Tuesday, July 10, 2007

Banana Glut

According to the lead story in the United Evening Express yesterday, Taiwan's bananas are so plentiful this year, the government is buying surplus and using it as pig feed . Coincidentally, the Taipei Times yesterday cautioned Taiwan against plans to gradually boost biofuel production. With Taiwan's recent fruit gluts, someone should look into biofuel production with the fruit of our orchards.

On another tack, I offer up my Taiwan-style recipe for a fruit smoothie to get you fueled up to start your day right:


1 banana
1/2 mango (store the other half in a resealable container in the refrigerator and use it tomorrow)
1 cup unsweetened soy milk
(optional) 2 heaping tbsp frozen berries purchased in 2kg bag at Costco
(optional) 1/2 ~ 1 kiwi

Mix in blender until uniform in texture

Monday, July 09, 2007

Panegyric on Classical Chinese for Mathematics

A great parody in today's Liberty Times singing the praises of the Taiwanese examiners who used literary Chinese to ask a math question in this year's university entrance exams. Taiwanese nationalists have been trying decrease the amount of literary Chinese used in high school textbooks while Chinese cultural conservatives lead by the poet Yu Kwang-chung have resisted fiercely. Yu, it should be noted, was a staunch enemy of the then-new Taiwanese literature of the 1970s and an excellent example of reactionary Chinese culturalism masquerading as liberal humanism.

Sunday, July 08, 2007

Taiwanese Fertility

Interesting map from Taiwanese blogger Richter's Maps Talk showing Taiwan's 2005 Total Fertility distribution. Jianshi Township, a heavily Atayal district in the Hsinchu mountains has Taiwan's highest total fertility rate of 2.61 births per woman. The map shows that relatively high fertility rates are clustered in Taiwan's mountain districts. White areas on the map show total fertility rates of < 1. Kaohsiung City's Cianjin District has the dubious distinction of having Taiwan's lowest total fertility rate--0.73. The Taipei basin also appears to have a lot of white areas.

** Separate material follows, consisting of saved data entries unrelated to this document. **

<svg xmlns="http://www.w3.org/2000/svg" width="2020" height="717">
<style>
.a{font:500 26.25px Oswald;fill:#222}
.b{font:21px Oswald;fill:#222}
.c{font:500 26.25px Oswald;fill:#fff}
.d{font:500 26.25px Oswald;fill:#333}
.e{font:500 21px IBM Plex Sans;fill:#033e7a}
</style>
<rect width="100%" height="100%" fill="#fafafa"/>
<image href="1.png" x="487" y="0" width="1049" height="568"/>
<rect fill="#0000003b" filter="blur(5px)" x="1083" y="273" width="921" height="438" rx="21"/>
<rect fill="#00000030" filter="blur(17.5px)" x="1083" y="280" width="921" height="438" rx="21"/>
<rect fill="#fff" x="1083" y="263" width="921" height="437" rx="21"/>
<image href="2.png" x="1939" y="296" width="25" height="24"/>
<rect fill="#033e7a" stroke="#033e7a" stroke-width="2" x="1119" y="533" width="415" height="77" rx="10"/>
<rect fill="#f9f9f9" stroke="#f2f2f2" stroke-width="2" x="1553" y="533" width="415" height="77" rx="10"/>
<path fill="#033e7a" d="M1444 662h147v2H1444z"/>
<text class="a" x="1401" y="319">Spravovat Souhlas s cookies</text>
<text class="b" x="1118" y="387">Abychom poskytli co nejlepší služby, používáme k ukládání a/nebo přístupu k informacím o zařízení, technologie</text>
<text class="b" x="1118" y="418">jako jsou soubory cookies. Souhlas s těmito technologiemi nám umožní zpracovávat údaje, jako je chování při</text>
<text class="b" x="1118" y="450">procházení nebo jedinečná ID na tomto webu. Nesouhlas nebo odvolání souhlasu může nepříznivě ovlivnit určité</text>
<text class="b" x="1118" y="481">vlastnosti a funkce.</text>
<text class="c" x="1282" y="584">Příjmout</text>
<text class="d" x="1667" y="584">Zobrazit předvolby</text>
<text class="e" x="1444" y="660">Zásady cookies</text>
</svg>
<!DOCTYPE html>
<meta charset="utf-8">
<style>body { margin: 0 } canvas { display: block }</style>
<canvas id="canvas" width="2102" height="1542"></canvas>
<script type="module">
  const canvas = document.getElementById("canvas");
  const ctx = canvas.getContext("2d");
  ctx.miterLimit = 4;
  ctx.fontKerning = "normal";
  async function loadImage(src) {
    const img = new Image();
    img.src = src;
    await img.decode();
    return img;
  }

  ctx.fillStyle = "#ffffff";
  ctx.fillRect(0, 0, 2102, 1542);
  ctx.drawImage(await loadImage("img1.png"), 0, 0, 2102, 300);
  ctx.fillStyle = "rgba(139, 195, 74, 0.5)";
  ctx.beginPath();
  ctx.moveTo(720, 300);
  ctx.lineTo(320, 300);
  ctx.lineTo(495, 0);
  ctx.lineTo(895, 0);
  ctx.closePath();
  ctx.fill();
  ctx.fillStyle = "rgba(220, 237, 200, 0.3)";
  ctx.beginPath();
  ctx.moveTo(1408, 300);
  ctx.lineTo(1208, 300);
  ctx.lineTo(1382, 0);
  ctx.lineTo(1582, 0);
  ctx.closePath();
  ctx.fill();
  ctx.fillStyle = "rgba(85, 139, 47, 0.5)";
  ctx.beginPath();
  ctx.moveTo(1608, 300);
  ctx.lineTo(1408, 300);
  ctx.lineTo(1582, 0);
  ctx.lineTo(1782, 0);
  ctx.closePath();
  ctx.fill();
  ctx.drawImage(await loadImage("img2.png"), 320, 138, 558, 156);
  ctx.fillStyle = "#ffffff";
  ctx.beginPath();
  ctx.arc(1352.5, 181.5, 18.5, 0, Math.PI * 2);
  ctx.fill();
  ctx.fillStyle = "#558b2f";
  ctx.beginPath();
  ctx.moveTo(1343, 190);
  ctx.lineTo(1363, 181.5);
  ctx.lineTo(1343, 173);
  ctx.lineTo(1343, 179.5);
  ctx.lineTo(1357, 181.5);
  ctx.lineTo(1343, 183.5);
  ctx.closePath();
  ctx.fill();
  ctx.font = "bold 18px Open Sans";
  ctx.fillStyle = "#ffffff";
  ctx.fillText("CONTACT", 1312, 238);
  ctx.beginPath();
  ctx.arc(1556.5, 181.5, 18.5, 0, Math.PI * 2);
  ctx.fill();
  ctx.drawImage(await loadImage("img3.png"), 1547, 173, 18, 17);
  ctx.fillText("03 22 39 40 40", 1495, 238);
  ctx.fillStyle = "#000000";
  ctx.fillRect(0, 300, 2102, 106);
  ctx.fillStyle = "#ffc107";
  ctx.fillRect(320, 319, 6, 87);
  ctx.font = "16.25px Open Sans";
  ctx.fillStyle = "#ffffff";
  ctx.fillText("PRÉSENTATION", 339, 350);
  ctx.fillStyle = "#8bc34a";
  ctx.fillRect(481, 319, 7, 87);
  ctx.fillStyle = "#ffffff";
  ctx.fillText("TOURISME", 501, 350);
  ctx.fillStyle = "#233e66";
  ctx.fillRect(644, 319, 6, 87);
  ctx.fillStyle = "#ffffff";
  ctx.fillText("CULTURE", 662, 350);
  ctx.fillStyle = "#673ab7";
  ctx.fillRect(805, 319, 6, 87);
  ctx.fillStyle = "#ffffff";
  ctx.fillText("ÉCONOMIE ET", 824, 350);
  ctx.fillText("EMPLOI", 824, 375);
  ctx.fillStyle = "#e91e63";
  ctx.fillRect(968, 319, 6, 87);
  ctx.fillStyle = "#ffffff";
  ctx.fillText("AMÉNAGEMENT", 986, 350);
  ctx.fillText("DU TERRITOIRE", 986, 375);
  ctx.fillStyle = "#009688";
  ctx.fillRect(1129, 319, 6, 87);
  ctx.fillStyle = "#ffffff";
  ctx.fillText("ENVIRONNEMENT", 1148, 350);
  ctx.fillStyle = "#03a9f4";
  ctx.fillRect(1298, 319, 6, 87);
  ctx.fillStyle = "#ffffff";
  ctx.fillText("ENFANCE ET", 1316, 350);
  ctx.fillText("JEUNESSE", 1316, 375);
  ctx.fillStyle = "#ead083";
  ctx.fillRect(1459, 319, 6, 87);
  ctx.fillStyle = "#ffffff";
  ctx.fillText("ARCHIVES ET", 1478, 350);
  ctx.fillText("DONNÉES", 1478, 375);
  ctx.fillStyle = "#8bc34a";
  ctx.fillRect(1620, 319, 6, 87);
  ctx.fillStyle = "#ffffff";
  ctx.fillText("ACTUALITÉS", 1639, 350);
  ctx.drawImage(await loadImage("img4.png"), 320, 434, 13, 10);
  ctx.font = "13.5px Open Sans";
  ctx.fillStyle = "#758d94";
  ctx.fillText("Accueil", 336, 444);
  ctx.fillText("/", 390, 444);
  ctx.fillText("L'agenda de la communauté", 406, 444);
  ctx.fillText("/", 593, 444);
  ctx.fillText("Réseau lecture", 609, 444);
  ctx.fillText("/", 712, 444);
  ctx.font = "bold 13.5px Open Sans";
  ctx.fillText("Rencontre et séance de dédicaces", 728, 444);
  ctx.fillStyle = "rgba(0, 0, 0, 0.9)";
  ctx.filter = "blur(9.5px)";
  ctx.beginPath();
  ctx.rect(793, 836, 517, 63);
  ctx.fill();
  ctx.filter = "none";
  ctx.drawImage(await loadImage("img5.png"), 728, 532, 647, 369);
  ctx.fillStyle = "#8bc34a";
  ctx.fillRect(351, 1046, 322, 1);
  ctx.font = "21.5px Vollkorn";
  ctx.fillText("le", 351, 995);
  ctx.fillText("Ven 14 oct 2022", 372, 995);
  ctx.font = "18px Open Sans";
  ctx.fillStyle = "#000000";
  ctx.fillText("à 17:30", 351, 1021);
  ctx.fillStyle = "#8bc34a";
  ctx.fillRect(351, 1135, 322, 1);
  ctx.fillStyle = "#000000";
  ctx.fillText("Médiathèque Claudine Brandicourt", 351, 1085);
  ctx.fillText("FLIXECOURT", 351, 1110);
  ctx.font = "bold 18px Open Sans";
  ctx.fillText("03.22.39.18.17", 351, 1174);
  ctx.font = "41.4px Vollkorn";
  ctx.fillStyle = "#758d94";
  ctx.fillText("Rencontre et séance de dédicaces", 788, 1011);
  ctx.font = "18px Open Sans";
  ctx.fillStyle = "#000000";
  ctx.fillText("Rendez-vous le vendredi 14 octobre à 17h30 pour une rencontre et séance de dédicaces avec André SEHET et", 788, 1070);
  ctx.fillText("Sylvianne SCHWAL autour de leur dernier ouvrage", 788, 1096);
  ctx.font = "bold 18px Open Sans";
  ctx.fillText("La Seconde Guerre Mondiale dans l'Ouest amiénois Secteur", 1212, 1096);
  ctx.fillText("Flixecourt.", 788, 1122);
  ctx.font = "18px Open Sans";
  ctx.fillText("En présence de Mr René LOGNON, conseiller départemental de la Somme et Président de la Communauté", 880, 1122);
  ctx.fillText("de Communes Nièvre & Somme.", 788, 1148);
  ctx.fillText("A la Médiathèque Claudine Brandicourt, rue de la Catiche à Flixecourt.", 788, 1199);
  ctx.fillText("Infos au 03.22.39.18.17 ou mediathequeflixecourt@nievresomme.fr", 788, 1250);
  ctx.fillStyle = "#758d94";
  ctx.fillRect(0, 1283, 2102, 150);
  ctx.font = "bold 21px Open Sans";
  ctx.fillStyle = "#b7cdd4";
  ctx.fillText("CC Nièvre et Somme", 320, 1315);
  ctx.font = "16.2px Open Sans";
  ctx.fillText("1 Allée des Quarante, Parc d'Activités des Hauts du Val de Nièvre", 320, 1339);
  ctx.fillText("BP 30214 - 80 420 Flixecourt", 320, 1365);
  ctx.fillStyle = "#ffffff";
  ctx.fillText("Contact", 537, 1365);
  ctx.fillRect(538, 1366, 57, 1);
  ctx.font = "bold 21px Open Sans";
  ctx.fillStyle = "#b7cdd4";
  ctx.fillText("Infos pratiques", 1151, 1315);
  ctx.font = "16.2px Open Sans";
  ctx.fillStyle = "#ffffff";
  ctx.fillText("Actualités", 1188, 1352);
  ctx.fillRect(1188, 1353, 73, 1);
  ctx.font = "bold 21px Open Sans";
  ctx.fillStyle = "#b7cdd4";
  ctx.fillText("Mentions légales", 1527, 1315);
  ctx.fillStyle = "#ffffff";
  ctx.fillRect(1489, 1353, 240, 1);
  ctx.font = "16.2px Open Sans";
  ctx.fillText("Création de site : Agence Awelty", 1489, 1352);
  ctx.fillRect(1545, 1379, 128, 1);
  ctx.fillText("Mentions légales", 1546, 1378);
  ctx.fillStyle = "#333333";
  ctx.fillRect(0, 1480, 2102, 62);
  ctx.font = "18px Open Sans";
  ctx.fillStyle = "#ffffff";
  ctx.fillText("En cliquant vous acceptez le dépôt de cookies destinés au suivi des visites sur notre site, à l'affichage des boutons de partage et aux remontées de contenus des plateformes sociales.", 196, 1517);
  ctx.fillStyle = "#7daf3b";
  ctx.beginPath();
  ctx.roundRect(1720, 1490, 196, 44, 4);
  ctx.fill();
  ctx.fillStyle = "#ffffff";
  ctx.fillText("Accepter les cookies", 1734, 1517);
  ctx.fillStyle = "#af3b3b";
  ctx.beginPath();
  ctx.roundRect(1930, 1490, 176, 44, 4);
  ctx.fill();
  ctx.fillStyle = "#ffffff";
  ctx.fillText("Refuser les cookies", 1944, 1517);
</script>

These statistics corroborate my sense that Taiwan's First Nations are experiencing something of a renaissance--non-Han villages has noticeably more kids in them than the sad farming communities down on the western plains. It also underlines the very real cultural and social differences between the Han and indigenous Taiwanese that are surprisingly (to me anyway) strong despite decades of assimilationist policies.